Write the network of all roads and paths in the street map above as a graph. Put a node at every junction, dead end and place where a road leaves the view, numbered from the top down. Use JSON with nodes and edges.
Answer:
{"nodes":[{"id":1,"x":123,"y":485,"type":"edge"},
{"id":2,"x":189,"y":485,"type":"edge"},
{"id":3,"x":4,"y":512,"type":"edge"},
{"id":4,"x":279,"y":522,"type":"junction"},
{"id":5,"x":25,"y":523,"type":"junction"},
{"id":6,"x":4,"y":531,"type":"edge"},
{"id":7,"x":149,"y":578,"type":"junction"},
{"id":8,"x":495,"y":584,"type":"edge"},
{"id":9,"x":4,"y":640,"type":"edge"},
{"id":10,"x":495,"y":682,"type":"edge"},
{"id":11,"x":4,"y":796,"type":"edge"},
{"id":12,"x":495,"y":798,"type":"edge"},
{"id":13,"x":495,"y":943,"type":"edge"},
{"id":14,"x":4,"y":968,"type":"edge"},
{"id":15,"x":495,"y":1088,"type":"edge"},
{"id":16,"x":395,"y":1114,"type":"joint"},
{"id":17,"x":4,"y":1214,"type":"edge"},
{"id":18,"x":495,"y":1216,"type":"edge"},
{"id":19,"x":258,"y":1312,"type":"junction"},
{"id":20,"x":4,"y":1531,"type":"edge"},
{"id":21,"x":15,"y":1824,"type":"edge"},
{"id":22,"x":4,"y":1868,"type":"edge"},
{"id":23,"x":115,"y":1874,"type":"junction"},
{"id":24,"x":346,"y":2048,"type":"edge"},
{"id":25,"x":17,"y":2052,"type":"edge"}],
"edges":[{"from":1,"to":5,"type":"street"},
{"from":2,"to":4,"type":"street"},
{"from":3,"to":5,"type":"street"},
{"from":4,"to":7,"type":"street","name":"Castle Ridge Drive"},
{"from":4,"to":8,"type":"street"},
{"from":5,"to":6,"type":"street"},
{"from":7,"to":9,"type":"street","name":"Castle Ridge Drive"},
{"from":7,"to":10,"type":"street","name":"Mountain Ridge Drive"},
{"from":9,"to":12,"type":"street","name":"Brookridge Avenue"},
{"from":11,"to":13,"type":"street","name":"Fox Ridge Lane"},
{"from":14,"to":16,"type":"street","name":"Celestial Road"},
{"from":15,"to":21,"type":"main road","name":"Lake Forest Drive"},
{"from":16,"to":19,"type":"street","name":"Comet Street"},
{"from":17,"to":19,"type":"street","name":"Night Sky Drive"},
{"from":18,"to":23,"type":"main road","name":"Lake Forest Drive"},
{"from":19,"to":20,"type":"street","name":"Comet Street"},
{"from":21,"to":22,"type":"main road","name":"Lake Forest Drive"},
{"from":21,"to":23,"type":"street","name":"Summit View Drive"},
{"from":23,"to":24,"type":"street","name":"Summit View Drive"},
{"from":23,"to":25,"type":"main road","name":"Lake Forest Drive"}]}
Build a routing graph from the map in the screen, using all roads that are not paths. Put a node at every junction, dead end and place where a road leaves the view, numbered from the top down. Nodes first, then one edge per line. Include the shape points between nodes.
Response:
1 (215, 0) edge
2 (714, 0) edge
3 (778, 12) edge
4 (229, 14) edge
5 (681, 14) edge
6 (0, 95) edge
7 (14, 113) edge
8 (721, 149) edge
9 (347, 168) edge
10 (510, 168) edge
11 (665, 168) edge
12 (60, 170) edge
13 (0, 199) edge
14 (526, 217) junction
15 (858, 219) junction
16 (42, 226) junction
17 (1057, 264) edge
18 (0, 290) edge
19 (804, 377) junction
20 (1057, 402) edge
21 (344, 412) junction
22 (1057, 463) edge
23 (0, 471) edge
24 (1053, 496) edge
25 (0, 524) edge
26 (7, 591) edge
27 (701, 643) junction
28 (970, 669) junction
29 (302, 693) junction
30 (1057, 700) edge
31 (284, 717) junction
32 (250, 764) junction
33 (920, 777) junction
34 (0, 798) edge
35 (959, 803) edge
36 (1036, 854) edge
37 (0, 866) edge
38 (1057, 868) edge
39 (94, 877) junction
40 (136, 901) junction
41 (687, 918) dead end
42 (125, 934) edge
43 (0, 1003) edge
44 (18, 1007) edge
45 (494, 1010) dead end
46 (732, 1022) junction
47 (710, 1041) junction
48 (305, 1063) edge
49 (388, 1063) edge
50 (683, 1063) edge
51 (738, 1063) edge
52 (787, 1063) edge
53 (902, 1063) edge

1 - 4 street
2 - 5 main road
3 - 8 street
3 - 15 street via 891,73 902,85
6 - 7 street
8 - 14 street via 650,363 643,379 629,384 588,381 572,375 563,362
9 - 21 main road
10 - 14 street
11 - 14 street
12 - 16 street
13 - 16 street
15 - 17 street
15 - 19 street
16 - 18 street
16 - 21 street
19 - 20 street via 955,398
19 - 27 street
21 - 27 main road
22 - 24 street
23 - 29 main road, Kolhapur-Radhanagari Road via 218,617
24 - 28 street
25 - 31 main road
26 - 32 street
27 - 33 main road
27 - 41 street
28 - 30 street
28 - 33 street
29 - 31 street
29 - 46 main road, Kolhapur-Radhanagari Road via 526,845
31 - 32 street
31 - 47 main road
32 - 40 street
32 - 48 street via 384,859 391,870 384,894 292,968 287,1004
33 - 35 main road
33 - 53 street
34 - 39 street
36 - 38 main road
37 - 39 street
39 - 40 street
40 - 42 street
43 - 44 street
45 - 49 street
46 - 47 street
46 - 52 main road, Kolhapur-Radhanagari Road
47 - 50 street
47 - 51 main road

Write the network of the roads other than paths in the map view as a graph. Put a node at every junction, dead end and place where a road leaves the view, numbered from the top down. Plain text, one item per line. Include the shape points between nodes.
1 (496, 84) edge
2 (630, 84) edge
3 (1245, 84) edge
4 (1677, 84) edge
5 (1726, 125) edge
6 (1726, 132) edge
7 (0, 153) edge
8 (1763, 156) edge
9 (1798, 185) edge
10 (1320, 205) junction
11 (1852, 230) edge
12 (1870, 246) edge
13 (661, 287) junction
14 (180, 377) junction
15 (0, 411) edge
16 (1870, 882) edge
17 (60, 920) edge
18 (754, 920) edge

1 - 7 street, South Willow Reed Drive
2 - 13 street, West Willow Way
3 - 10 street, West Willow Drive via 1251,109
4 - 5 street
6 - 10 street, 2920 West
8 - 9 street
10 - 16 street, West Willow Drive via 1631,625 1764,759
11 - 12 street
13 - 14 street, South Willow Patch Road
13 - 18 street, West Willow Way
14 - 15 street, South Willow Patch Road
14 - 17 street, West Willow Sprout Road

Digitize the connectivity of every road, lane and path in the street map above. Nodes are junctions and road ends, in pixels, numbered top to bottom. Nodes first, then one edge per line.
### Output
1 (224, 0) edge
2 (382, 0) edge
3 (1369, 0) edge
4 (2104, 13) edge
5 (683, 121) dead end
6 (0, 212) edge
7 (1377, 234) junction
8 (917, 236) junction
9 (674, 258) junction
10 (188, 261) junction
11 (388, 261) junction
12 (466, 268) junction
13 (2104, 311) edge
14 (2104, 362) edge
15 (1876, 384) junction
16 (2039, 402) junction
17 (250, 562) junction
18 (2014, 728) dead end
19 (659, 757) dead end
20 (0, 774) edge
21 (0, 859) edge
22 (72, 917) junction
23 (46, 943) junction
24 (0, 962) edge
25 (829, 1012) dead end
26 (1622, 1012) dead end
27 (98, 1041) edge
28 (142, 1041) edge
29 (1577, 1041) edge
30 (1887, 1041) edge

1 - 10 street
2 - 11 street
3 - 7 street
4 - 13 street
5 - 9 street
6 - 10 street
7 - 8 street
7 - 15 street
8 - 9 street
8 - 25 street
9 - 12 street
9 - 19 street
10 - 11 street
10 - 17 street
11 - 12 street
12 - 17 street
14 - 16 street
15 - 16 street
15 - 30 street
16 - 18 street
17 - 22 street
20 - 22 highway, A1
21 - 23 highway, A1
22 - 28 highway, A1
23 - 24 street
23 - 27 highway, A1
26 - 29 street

WHAT TO PRODUCE: Once you have counted the lines above containing the word "Write", state that number and nothing more.

ANSWER BOX: 2